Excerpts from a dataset
************

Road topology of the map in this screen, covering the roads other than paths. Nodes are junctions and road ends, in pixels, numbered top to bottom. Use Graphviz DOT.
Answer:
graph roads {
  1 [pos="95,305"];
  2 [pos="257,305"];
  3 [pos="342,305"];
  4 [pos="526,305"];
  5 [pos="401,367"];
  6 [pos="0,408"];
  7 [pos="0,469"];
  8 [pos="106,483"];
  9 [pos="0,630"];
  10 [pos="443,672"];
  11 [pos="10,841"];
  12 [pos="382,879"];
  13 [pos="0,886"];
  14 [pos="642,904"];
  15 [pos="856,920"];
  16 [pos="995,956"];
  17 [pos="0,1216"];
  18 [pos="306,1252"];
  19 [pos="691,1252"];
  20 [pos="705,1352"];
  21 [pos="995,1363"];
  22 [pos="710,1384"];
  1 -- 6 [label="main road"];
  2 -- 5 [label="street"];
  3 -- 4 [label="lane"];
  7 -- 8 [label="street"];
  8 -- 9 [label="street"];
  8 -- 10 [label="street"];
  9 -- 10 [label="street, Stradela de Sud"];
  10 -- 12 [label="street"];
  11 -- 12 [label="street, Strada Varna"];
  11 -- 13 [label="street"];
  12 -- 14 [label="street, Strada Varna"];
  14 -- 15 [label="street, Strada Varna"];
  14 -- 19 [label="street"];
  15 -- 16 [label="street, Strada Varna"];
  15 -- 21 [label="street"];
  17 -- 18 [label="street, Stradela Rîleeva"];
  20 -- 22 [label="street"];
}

************

**Activity:** Show the lines where the word "Stradela" appears in the entries.

**Written response:**
  9 -- 10 [label="street, Stradela de Sud"];
  17 -- 18 [label="street, Stradela Rîleeva"];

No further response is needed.